Saved entries:
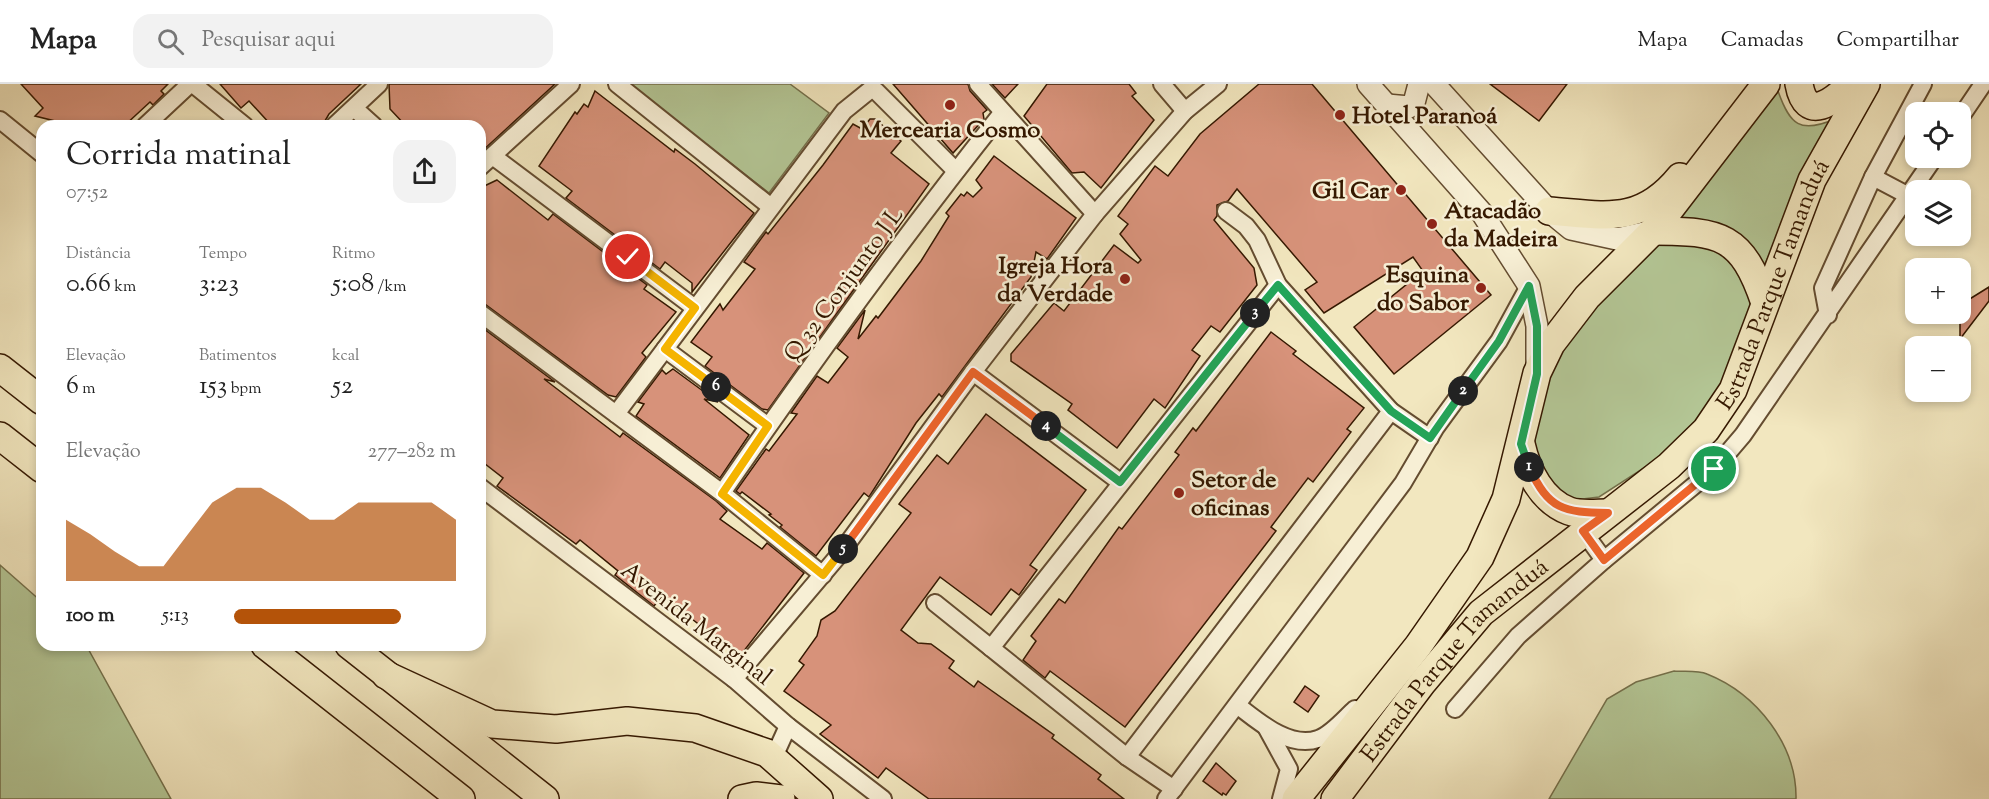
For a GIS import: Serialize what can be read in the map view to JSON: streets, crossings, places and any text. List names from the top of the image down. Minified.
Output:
{"streets":{"main road":["Estrada Parque Tamanduá"],"street":["Q 32 Conjunto J L","Avenida Marginal"]},"places":["Mercearia Cosmo","Hotel Paranoá","Gil Car","Atacadão da Madeira","Igreja Hora da Verdade","Esquina do Sabor","Setor de oficinas"],"page":{"header":"Mapa","search":"Pesquisar aqui","nav":["Mapa","Camadas","Compartilhar"],"map_buttons":["+","−"],"heading":["Corrida matinal","07:52"],"stats":[["Distância","0.66 km"],["Tempo","3:23"],["Ritmo","5:08 /km"],["Elevação","6 m"],["Batimentos","153 bpm"],["kcal","52"]],"pins":["3","6","2","4","1","5"],"chart":["Elevação","277–282 m"],"list":[{"name":"100 m","note":"5:13"}]}}
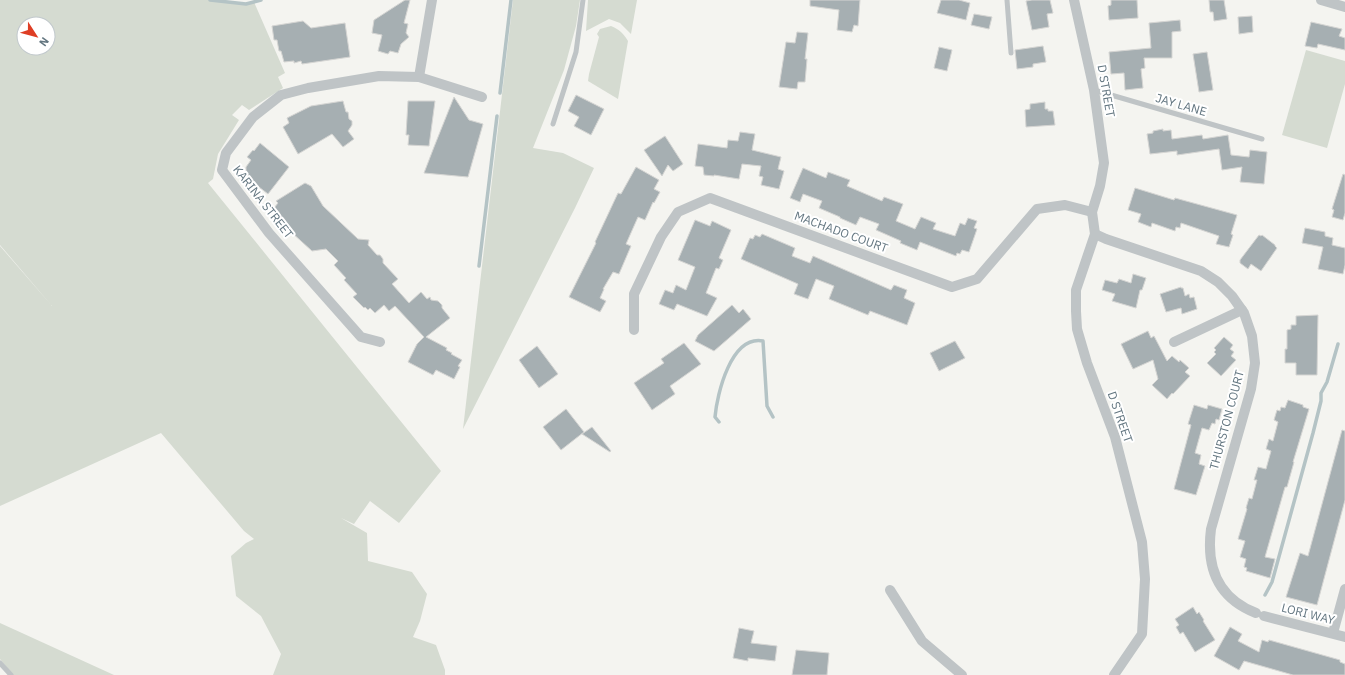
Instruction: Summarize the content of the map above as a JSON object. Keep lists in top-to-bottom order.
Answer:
{
  "streets": {
    "street": [
      "D STREET",
      "KARINA STREET",
      "MACHADO COURT",
      "THURSTON COURT",
      "LORI WAY"
    ],
    "lane": ["JAY LANE"]
  },
  "crossings": [
    ["D STREET", "JAY LANE"],
    ["D STREET", "MACHADO COURT"],
    ["D STREET", "THURSTON COURT"],
    ["THURSTON COURT", "LORI WAY"]
  ],
  "north": "bottom right"
}
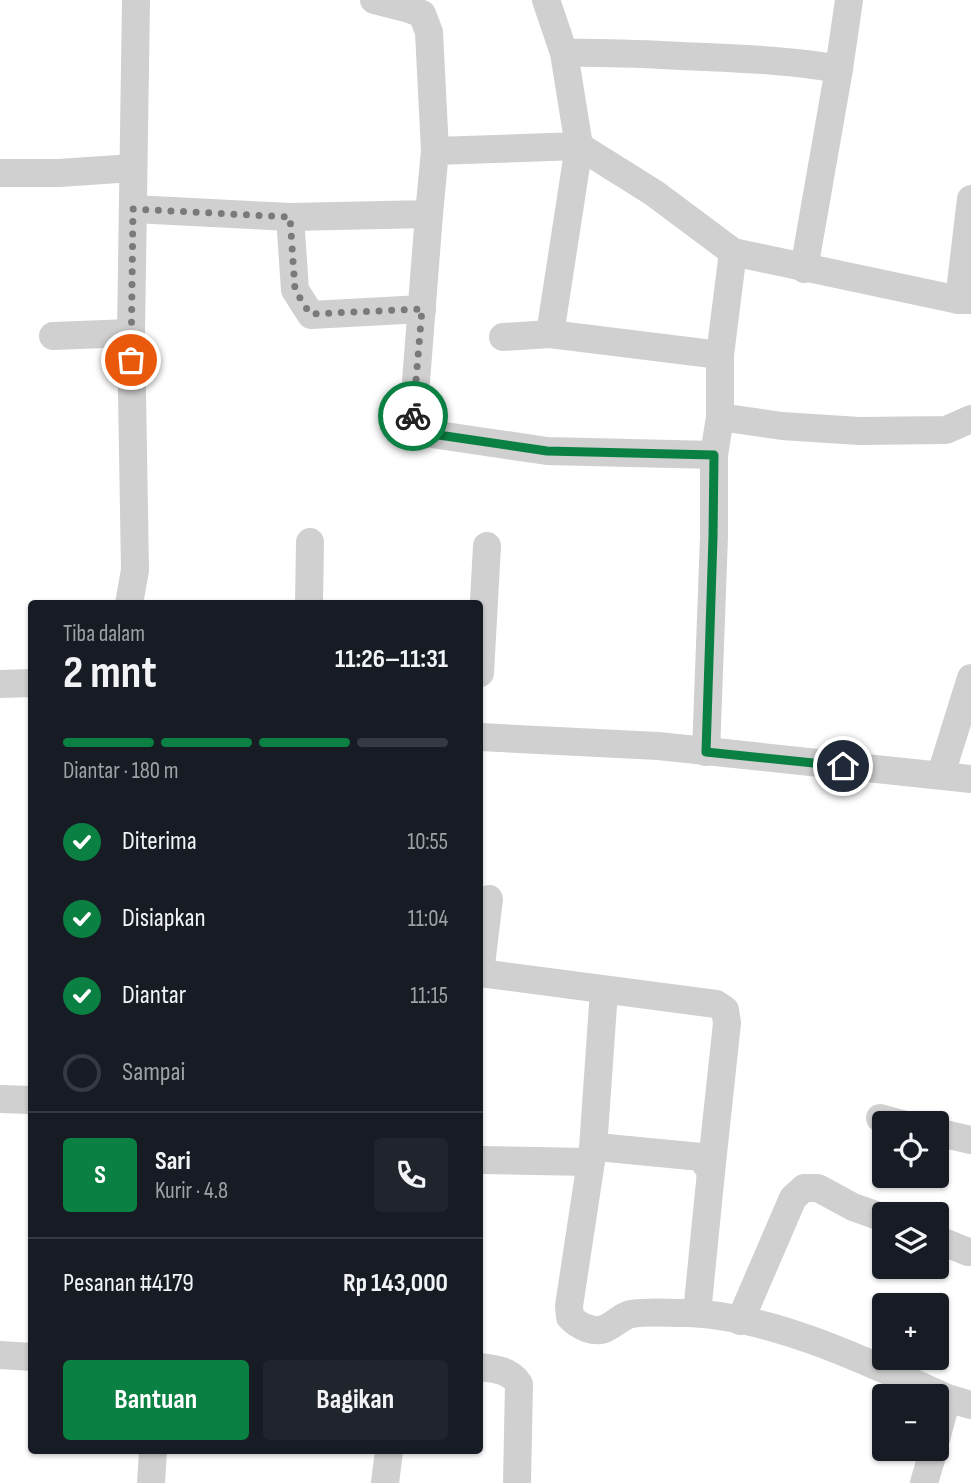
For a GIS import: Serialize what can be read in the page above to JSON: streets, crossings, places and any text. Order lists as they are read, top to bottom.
{
  "page": {
    "heading": ["2 mnt", "Tiba dalam", "11:26–11:31"],
    "panel": [
      "Sari",
      "Kurir · 4.8",
      "Pesanan #4179",
      "Rp 143,000"
    ],
    "bar": "Diantar · 180 m",
    "list": [
      ["Diterima", "10:55"],
      ["Disiapkan", "11:04"],
      ["Diantar", "11:15"],
      "Sampai"
    ],
    "map_buttons": ["+", "−"],
    "round": "S",
    "buttons": ["Bantuan", "Bagikan"]
  }
}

[EXERCISE OBJECTIVE]: The answer is the entries above, given again exactly, with no pictures among them.

[PROBLEM SOLUTION]:
For a GIS import: Serialize what can be read in the map view to JSON: streets, crossings, places and any text. List names from the top of the image down. Minified.
Output:
{"streets":{"main road":["Estrada Parque Tamanduá"],"street":["Q 32 Conjunto J L","Avenida Marginal"]},"places":["Mercearia Cosmo","Hotel Paranoá","Gil Car","Atacadão da Madeira","Igreja Hora da Verdade","Esquina do Sabor","Setor de oficinas"],"page":{"header":"Mapa","search":"Pesquisar aqui","nav":["Mapa","Camadas","Compartilhar"],"map_buttons":["+","−"],"heading":["Corrida matinal","07:52"],"stats":[["Distância","0.66 km"],["Tempo","3:23"],["Ritmo","5:08 /km"],["Elevação","6 m"],["Batimentos","153 bpm"],["kcal","52"]],"pins":["3","6","2","4","1","5"],"chart":["Elevação","277–282 m"],"list":[{"name":"100 m","note":"5:13"}]}}
Instruction: Summarize the content of the map above as a JSON object. Keep lists in top-to-bottom order.
Answer:
{
  "streets": {
    "street": [
      "D STREET",
      "KARINA STREET",
      "MACHADO COURT",
      "THURSTON COURT",
      "LORI WAY"
    ],
    "lane": ["JAY LANE"]
  },
  "crossings": [
    ["D STREET", "JAY LANE"],
    ["D STREET", "MACHADO COURT"],
    ["D STREET", "THURSTON COURT"],
    ["THURSTON COURT", "LORI WAY"]
  ],
  "north": "bottom right"
}
For a GIS import: Serialize what can be read in the page above to JSON: streets, crossings, places and any text. Order lists as they are read, top to bottom.
{
  "page": {
    "heading": ["2 mnt", "Tiba dalam", "11:26–11:31"],
    "panel": [
      "Sari",
      "Kurir · 4.8",
      "Pesanan #4179",
      "Rp 143,000"
    ],
    "bar": "Diantar · 180 m",
    "list": [
      ["Diterima", "10:55"],
      ["Disiapkan", "11:04"],
      ["Diantar", "11:15"],
      "Sampai"
    ],
    "map_buttons": ["+", "−"],
    "round": "S",
    "buttons": ["Bantuan", "Bagikan"]
  }
}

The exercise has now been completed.